Goal of the exercise. Please retype all of the entries that follow, leaving the images out.
==================================================
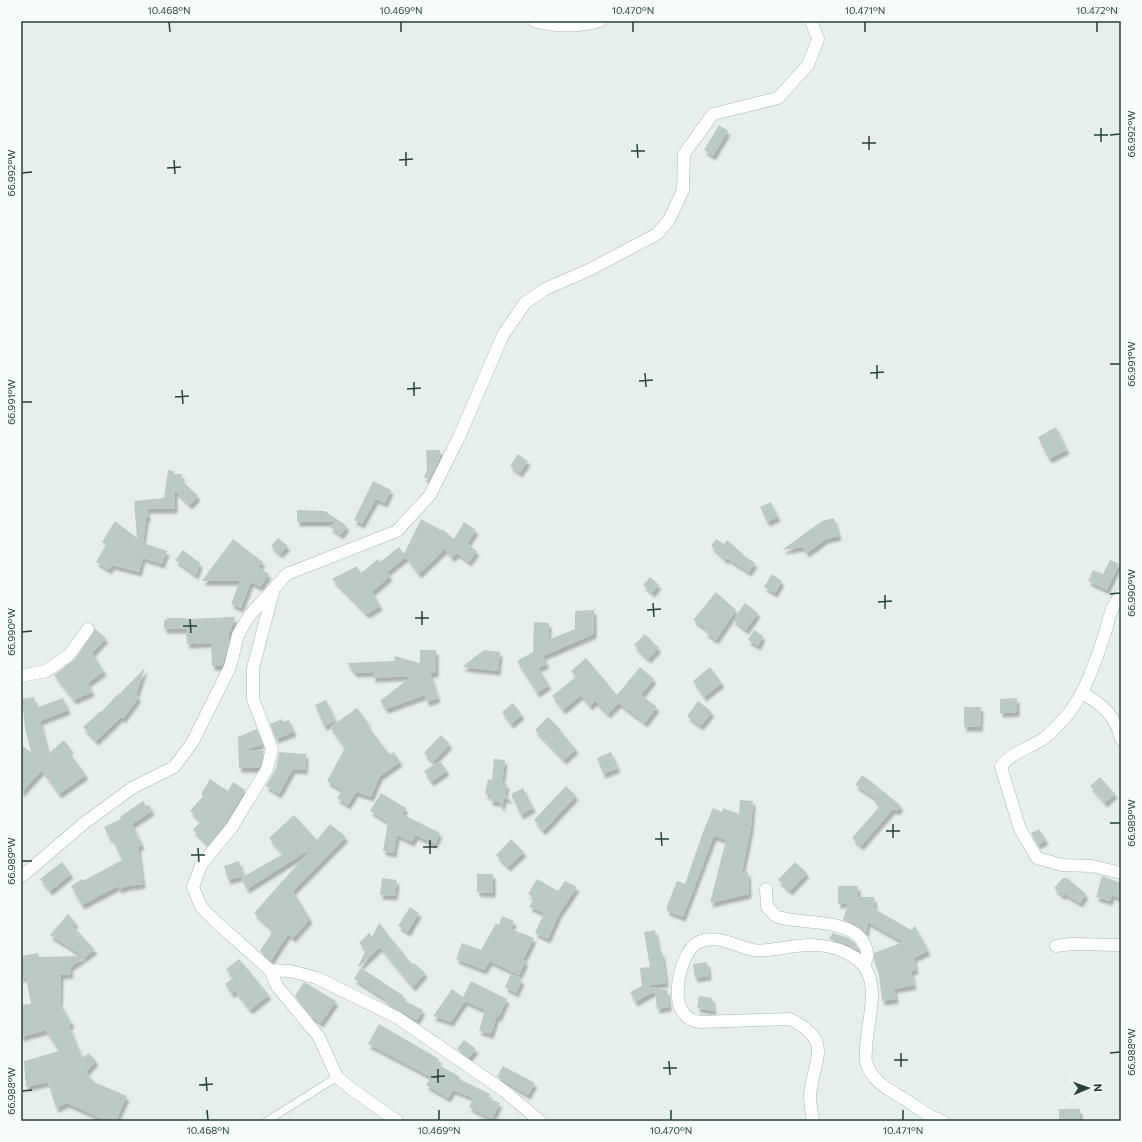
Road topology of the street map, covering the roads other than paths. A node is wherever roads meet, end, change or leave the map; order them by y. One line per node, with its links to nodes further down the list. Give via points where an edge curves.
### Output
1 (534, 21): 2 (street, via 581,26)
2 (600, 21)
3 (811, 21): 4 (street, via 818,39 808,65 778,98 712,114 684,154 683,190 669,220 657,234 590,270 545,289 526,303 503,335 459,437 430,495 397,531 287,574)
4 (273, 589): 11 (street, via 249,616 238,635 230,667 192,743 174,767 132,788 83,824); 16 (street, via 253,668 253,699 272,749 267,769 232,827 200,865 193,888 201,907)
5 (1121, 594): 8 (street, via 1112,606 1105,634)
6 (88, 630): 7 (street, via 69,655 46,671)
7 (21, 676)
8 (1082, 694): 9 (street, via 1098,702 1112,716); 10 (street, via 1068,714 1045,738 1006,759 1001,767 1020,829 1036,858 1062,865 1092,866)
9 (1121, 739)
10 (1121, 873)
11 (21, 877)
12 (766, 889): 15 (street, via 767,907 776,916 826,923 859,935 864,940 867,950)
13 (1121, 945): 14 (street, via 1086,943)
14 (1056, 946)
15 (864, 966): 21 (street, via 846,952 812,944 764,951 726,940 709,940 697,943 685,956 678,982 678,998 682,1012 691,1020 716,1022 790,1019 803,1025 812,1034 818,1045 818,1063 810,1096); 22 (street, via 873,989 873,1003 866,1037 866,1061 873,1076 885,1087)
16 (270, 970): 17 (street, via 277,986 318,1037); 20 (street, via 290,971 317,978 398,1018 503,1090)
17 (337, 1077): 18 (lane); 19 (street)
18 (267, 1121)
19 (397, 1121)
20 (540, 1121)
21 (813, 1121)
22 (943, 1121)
==================================================
Output of the task.
Road topology of the street map, covering the roads other than paths. A node is wherever roads meet, end, change or leave the map; order them by y. One line per node, with its links to nodes further down the list. Give via points where an edge curves.
### Output
1 (534, 21): 2 (street, via 581,26)
2 (600, 21)
3 (811, 21): 4 (street, via 818,39 808,65 778,98 712,114 684,154 683,190 669,220 657,234 590,270 545,289 526,303 503,335 459,437 430,495 397,531 287,574)
4 (273, 589): 11 (street, via 249,616 238,635 230,667 192,743 174,767 132,788 83,824); 16 (street, via 253,668 253,699 272,749 267,769 232,827 200,865 193,888 201,907)
5 (1121, 594): 8 (street, via 1112,606 1105,634)
6 (88, 630): 7 (street, via 69,655 46,671)
7 (21, 676)
8 (1082, 694): 9 (street, via 1098,702 1112,716); 10 (street, via 1068,714 1045,738 1006,759 1001,767 1020,829 1036,858 1062,865 1092,866)
9 (1121, 739)
10 (1121, 873)
11 (21, 877)
12 (766, 889): 15 (street, via 767,907 776,916 826,923 859,935 864,940 867,950)
13 (1121, 945): 14 (street, via 1086,943)
14 (1056, 946)
15 (864, 966): 21 (street, via 846,952 812,944 764,951 726,940 709,940 697,943 685,956 678,982 678,998 682,1012 691,1020 716,1022 790,1019 803,1025 812,1034 818,1045 818,1063 810,1096); 22 (street, via 873,989 873,1003 866,1037 866,1061 873,1076 885,1087)
16 (270, 970): 17 (street, via 277,986 318,1037); 20 (street, via 290,971 317,978 398,1018 503,1090)
17 (337, 1077): 18 (lane); 19 (street)
18 (267, 1121)
19 (397, 1121)
20 (540, 1121)
21 (813, 1121)
22 (943, 1121)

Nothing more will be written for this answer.